Saved entries:
────

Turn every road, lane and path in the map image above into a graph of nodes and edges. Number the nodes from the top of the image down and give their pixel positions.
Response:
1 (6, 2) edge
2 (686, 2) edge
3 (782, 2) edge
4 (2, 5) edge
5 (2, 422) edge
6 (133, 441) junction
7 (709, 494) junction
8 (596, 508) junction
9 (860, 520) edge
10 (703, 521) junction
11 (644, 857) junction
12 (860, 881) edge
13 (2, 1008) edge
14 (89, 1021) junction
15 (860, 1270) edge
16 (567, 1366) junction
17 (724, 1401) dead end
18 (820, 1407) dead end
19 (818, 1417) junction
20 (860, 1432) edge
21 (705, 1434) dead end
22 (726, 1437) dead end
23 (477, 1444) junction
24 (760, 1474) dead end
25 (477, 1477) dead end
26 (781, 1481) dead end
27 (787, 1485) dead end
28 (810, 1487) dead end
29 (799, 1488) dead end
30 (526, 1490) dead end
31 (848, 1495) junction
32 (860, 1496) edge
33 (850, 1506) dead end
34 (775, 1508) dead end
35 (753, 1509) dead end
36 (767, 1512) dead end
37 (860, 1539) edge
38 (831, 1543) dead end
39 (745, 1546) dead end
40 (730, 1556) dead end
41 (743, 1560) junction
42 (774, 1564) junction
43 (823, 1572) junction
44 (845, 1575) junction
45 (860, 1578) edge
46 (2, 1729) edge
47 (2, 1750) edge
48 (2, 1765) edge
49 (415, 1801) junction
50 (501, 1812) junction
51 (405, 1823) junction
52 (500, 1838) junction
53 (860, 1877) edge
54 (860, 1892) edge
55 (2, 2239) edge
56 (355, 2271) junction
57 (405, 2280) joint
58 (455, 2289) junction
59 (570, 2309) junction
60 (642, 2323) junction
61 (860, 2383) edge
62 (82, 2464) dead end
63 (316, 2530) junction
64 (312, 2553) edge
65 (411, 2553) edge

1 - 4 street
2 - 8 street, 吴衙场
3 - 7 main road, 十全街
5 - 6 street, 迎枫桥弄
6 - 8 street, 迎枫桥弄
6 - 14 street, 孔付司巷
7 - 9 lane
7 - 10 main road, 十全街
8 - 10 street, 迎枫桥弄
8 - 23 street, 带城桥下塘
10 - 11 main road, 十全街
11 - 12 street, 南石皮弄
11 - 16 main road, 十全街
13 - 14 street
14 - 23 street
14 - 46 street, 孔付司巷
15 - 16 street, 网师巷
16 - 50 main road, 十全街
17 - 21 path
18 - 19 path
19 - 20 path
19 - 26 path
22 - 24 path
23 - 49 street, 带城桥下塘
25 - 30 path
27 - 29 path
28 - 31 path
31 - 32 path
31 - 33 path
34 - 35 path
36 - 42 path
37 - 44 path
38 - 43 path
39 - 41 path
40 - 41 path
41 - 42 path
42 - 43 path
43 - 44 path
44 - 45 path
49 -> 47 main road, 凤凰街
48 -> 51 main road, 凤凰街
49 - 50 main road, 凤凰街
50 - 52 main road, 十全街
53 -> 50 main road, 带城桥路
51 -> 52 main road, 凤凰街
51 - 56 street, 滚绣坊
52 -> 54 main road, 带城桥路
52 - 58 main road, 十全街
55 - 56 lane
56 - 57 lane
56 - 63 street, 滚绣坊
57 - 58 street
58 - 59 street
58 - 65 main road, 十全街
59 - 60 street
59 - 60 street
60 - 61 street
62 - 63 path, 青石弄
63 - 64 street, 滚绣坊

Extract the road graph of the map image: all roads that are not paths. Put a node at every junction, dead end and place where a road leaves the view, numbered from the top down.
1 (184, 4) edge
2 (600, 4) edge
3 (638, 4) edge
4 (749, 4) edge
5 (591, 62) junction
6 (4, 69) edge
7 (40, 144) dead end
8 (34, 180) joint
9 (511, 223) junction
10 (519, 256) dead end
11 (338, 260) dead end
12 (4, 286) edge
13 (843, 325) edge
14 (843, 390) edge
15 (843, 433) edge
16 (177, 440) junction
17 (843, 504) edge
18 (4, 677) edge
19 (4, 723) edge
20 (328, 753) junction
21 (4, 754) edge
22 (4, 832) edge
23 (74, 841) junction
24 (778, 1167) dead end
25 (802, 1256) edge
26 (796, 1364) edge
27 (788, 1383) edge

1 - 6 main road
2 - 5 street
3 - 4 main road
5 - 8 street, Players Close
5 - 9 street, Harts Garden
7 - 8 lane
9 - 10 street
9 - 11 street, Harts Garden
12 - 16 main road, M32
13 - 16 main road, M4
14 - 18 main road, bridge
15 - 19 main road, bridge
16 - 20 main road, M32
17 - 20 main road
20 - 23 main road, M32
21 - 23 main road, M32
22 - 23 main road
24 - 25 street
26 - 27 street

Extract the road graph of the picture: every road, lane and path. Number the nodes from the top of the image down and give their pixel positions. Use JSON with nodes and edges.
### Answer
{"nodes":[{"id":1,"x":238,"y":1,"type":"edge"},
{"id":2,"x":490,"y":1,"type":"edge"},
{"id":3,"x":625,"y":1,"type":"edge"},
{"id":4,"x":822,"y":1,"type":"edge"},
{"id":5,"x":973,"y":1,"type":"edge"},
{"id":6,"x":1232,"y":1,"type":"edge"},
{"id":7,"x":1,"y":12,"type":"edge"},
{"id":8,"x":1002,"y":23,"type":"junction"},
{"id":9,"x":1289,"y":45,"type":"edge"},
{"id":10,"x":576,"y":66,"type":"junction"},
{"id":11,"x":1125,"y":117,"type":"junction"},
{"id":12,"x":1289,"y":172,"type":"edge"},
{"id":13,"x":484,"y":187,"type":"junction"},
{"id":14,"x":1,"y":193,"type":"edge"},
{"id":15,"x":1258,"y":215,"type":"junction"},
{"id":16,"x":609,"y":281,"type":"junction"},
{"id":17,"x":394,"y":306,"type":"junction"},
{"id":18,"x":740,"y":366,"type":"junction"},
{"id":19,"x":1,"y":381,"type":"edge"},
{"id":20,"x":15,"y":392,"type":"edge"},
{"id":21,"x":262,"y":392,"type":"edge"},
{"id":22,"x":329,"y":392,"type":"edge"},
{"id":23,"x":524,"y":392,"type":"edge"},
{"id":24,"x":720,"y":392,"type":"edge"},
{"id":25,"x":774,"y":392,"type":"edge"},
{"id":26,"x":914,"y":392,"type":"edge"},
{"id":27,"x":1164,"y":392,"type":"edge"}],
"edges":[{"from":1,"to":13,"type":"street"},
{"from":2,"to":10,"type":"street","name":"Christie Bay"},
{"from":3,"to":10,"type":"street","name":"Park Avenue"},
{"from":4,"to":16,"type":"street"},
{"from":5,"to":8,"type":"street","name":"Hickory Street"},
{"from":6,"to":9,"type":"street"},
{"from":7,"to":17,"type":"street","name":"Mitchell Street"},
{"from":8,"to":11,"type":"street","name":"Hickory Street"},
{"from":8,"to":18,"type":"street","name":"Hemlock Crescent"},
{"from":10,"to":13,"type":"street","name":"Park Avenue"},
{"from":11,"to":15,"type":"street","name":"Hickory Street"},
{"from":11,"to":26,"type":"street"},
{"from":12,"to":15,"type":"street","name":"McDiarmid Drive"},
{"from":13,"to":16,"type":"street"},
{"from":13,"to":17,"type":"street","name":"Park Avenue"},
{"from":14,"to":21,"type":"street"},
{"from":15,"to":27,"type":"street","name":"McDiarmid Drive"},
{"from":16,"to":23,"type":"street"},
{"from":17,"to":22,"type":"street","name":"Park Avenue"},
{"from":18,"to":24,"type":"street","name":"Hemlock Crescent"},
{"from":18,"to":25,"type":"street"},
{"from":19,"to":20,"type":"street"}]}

────

▶ _WHAT THE TASK ASKS_: Scan the records above line by line, counting those where the word "Drive" appears, and give the count alone.

▶ _WRITTEN SOLUTION_: 2